Friday, September 30, 2022

Golden Gate is the new Indiana Tech

Marx famously said that the major events and personages of history appear twice: first as tragedy, then as farce. With Indiana Tech, however, the farce seemed to come first. The second time around will be scarcely better—and now it is taking place at Golden Gate University.

In a desperate but ill-fated attempt to save itself, Indiana Tech one year reduced tuition to zero and slashed enrollment to 15 students. Über-toilet Golden Gate—maybe Rusty Gate would be more like it—has taken a leaf from Indiana Tech's book by doing the same: only 21 full-time and 24 part-time students enrolled, so this year's class is a third of the size of last year's. And all of the little full-time dolts, and about half of their part-time analogues, who were ass enough to sign up at this dump are getting zero tuition for all three years.

Why would a moribund über-toilet suddenly whore itself out free of charge? Obviously not in a spirit of generosity or public service. No, Golden Gate did this for the sake of its survival: the ABA threatened last year to pull the plug because Golden Gate fell short of a standard by which at least 75% of those graduates who take a bar exam pass one within two years of graduation. In theory, Golden Gate could lose its ABA accreditation next year by failing once more to meet the standard. In practice, we know damn well—from ample experience—that the ABA doesn't seriously enforce its "standards": it instead readily makes excuses for the underperforming über-toilet and offers extensions and other dispensations as often as it pleases. Thus Golden Gate isn't really in danger, even though last year only 38% of those who took the bar exam in California passed it. None of the 17 other ABA-accredited law schools in California did so poorly.

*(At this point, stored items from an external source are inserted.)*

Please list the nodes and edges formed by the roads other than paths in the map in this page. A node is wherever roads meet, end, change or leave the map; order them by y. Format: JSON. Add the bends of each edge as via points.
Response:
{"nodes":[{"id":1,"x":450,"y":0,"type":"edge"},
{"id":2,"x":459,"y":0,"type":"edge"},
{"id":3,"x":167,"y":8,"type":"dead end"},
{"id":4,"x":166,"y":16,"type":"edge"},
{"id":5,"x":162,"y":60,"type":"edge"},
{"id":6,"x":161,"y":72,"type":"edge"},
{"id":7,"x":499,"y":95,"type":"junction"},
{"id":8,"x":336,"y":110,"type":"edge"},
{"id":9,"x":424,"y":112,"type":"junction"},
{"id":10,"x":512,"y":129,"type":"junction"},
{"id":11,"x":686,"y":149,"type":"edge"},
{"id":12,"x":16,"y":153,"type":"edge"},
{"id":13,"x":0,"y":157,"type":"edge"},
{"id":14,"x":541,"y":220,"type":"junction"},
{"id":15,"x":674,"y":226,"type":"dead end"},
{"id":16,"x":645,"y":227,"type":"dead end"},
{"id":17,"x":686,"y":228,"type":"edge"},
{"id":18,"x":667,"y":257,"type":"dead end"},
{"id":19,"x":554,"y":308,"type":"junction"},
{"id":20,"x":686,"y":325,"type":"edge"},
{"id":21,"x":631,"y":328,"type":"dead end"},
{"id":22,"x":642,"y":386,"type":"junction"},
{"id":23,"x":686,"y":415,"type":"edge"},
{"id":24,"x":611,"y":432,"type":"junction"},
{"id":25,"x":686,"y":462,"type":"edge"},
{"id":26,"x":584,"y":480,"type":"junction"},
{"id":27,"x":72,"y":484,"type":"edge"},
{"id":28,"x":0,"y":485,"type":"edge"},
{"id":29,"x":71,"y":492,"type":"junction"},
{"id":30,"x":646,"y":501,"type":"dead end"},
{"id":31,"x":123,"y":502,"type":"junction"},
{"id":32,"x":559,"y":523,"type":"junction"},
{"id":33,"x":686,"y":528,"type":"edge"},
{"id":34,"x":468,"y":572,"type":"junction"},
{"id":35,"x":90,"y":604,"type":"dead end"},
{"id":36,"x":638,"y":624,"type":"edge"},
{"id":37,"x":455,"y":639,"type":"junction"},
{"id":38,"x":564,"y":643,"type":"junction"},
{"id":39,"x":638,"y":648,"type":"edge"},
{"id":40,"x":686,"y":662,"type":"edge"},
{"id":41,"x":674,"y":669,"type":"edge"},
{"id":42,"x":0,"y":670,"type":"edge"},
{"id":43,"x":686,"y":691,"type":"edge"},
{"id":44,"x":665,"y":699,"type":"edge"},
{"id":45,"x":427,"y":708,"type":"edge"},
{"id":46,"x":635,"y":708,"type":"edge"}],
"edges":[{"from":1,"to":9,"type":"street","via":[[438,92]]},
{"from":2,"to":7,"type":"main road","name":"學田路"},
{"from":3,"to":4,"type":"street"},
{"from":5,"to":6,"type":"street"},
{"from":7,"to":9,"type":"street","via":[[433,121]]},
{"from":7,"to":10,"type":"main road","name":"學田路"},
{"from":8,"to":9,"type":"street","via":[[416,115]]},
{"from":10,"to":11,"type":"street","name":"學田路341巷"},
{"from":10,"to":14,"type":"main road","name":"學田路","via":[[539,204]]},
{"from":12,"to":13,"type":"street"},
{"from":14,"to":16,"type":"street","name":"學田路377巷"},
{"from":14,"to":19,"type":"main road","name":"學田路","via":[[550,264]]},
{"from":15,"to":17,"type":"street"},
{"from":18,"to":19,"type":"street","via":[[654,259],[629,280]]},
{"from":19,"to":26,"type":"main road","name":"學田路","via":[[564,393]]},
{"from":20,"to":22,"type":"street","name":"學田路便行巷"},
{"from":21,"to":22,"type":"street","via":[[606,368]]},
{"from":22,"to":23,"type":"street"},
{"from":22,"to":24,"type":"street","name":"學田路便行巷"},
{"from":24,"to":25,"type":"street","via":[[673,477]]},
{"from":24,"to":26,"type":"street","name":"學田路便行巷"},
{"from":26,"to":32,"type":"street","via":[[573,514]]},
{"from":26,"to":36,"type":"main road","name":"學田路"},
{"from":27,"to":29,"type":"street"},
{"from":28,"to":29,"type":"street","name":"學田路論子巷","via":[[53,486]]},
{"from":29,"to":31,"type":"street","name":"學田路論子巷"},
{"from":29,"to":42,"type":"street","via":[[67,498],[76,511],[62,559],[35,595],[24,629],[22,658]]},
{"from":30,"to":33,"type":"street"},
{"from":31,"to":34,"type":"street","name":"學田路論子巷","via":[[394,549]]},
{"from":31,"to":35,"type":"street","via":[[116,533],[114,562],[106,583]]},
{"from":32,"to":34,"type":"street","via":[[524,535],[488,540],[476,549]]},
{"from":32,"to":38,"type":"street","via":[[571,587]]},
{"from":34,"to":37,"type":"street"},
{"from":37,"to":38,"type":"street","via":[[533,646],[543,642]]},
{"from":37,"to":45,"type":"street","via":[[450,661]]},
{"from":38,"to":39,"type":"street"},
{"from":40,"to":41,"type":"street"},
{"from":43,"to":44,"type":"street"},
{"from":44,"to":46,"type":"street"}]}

Anyway, by offering free tuition, Golden Gate hopes to draw in slightly better students. And it has succeeded: the median LSAT this year went up to 153 from last year's 151. Two lousy points, however, can hardly suffice to bridge the immense gap in bar passage so as to propel Golden Gate barely over the line this year. In any event, cheap stunts such as this are unsustainable. Perhaps for a couple of years this über-toilet will draw money from an endowment or otherwise keep the lights on for its handful of charges and its similarly large faculty (many of whom are being reassigned to bar-review courses in support of that desperate attempt to meet the 75% threshold). Once the gimmick of free tuition has expired, however, whatever appeal this thing may have will predictably dry up and the median LSAT score will sink like a stone. 

Two new ventures—a useless master's degree and a "Bachelor of Arts in Law"—will throw a few shekels into the coffers. But these recent stunts in the JD program presage the law school's death in the next, say, four years. Old Guy reminds everyone that Golden Gate is not worth attending even on free tuition.